Those with posterior lesions have 2.72 times the odds of answering correctly in the immediate test compared to someone with an anterior lesion.

Optional extra exercise

Question A8: Extra

Recreate the visualisation in Figure 2.

Figure 2: Differences between groups in the average proportion of correct responses at each block

Solution

ggplot(filter(nwl, !is.na(lesion_location)), aes(block, PropCorrect, 
                                            color=lesion_location, 
                                            shape=lesion_location)) +
  #geom_line(aes(group=ID),alpha=.2) + 
  stat_summary(fun.data=mean_se, geom="pointrange") + 
  stat_summary(data=filter(nwl, !is.na(lesion_location), block <= 7), 
                           fun=mean, geom="line") + 
  geom_hline(yintercept=0.5, linetype="dashed") + 
  geom_vline(xintercept=c(7.5, 8.5), linetype="dashed") + 
  scale_x_continuous(breaks=1:9, labels=c(1:7, "Test", "Follow-Up")) + 
  theme_bw(base_size=10) + 
  labs(x="Block", y="Proportion Correct", shape="Lesion\nLocation", color="Lesion\nLocation")

Optional Readings: Inference in MLM

What, no p-values?

Hang on, we have p-values for these models?

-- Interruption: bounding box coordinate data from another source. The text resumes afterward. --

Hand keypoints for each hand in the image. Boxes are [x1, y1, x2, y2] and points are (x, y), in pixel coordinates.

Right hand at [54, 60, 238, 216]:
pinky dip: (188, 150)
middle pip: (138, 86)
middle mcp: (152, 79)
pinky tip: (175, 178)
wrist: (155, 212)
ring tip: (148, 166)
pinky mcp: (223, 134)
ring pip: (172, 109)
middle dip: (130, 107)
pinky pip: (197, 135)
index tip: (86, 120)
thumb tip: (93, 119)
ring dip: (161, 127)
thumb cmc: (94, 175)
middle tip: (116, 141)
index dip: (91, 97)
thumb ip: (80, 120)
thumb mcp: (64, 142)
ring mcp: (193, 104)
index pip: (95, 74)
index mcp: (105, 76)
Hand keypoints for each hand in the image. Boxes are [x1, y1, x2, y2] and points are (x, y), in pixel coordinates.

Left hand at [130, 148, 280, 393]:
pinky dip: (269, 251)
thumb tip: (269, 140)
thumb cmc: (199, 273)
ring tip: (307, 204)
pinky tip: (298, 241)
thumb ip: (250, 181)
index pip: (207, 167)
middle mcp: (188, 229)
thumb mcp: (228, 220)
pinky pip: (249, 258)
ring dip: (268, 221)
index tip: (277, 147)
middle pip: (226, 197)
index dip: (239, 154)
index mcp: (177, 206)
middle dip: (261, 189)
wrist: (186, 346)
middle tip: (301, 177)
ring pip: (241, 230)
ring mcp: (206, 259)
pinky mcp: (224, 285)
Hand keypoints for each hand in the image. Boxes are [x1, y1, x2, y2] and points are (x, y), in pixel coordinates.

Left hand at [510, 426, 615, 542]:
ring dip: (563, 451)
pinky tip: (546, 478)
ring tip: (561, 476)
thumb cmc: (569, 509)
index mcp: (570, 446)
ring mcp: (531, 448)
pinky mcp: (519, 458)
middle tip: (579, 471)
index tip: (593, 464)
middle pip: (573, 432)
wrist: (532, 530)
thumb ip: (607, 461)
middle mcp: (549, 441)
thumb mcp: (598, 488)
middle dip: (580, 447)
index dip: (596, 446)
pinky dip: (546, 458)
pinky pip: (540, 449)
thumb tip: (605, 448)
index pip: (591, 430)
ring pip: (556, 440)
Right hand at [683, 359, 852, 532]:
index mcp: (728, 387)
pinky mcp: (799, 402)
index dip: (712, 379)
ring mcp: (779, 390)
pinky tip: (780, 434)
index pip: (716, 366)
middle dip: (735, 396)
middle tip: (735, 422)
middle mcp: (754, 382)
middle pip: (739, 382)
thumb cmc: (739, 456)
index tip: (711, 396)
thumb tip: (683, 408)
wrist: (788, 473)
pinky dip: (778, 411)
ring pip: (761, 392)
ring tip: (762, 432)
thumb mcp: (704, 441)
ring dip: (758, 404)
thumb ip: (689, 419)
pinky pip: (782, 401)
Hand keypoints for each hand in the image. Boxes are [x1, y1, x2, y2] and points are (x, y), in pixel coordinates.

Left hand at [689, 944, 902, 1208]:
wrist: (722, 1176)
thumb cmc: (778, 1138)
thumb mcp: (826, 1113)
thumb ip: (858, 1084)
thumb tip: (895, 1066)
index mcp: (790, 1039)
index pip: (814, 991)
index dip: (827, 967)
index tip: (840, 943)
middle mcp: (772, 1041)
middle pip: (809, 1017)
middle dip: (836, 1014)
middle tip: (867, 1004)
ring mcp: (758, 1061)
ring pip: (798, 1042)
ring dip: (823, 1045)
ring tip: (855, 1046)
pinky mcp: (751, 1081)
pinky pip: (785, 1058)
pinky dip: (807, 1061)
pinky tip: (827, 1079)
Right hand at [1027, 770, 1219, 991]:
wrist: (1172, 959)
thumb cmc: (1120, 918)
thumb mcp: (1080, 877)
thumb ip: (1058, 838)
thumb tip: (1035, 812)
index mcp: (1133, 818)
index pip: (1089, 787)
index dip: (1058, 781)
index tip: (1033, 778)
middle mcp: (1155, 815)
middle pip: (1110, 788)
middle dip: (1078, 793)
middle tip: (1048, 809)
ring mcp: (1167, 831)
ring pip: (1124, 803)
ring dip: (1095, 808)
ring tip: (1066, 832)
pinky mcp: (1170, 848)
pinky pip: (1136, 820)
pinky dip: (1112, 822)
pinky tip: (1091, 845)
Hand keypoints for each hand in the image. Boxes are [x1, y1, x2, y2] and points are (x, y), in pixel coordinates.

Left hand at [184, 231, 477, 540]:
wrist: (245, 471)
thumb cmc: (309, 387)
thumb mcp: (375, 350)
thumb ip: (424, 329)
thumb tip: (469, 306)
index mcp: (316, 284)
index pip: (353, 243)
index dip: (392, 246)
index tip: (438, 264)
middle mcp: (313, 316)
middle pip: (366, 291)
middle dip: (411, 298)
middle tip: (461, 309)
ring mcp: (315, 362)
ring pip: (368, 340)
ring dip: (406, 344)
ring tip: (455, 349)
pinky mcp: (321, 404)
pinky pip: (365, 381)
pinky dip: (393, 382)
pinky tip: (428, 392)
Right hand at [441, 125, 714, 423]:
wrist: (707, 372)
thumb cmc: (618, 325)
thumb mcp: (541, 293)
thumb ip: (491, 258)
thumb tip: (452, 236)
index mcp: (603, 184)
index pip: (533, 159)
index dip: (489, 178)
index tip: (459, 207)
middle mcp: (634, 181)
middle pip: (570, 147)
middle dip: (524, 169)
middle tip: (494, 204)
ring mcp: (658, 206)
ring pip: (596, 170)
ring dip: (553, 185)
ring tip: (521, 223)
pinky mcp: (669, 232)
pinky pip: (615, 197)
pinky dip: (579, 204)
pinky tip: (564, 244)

You might have noticed that we didn’t get p-values last week¹ for lmer(), but we do now for glmer()?

The reason is partly just one of convention. There is a standard practice for determining the statistical significance of parameters in the generalised linear model, relying on asymptotic Wald tests which evaluate differences in log-likelihood.

When we are in the Gaussian (“normal”) world, we’re back in the world of sums of squares. In the rare occasion that you have a perfectly balanced experimental design, then it has been shown that ratios of sums of squares for multi-level models follow an $F$-distribution, in which we know the numerator and denominator degrees of freedom (this means we can work out the degrees of freedom for the $t$-test of our fixed effect parameters). Unfortunately, in the real world where things are not often perfectly balanced, determining the denominator degrees of freedom becomes unclear.

What can we do??

So far, we have been taking the approach of model comparison. This can be good because there are lots of different criteria for comparing models. Then when it comes to the specific effects of interest, we can then talk about the effect size (i.e., the $\beta$), and about whether it improves model fit according to our criterion. Unfortunately, the reliability of the likelihood ratio tests which we have been using is dependent on the degrees of freedom issue above.

There are some alternatives:

Kenward-Rogers adjustment:

library(pbkrtest)
KRmodcomp(model1, model2)

Satterthwaite approximation: (this will just add a column for p-values to your summary(model) output)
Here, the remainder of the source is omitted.